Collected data
____________

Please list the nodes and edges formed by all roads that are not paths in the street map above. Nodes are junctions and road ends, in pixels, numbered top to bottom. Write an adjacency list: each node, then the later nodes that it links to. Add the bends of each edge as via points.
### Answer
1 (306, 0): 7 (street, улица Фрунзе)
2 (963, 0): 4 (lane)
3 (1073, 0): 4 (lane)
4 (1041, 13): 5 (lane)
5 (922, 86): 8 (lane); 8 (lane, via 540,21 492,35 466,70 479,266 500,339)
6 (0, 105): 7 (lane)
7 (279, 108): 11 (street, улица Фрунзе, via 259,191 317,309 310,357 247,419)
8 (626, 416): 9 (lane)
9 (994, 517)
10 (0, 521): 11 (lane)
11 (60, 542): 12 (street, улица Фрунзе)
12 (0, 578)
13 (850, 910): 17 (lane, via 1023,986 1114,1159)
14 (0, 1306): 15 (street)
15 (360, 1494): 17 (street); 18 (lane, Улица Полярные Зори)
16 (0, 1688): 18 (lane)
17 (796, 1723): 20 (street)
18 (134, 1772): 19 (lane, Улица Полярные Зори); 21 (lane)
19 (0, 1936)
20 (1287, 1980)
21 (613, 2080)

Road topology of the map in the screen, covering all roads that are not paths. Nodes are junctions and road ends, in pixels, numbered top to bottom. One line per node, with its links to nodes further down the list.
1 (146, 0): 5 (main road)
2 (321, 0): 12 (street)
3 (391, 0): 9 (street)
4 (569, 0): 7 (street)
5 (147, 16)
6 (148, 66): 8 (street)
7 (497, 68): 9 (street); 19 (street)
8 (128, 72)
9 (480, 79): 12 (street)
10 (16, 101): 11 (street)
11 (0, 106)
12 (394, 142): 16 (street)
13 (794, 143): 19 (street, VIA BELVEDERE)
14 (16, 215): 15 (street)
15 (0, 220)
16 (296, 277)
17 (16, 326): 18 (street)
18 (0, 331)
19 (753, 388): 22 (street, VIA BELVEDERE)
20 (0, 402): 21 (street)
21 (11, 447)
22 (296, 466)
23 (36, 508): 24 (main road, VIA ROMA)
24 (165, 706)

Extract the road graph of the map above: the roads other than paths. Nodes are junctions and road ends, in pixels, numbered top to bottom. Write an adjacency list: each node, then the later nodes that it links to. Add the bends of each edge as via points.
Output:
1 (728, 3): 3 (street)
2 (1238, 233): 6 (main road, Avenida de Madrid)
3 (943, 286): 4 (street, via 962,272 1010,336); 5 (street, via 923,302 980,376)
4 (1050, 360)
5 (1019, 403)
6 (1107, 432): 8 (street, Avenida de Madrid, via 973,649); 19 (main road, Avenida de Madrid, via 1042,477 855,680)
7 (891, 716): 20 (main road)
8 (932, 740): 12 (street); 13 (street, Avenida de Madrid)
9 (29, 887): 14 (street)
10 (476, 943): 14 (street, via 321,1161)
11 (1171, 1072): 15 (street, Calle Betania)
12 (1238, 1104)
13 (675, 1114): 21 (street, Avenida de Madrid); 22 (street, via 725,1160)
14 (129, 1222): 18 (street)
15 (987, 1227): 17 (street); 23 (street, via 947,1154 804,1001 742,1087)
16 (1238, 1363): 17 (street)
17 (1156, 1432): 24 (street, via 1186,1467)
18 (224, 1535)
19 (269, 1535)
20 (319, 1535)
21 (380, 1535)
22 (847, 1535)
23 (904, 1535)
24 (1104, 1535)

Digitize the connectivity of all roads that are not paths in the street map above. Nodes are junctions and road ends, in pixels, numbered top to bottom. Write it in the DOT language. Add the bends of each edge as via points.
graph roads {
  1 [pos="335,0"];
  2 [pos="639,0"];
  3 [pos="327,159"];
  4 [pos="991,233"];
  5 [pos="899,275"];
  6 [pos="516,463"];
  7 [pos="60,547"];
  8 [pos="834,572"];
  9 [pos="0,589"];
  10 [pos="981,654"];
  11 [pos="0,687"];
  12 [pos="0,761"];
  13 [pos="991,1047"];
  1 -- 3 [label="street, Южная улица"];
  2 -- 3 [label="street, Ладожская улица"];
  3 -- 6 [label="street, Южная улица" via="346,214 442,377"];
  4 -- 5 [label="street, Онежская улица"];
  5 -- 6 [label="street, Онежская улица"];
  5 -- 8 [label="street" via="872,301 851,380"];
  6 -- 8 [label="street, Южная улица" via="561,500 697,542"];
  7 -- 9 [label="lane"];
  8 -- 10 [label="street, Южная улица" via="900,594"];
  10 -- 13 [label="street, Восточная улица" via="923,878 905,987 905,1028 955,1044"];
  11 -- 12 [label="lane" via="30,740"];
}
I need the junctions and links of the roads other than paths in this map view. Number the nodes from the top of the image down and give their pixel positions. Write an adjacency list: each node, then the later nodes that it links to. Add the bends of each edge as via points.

____________

Output nothing but the number of lines in the data containing the string "adjacency".

▶ Task output: 3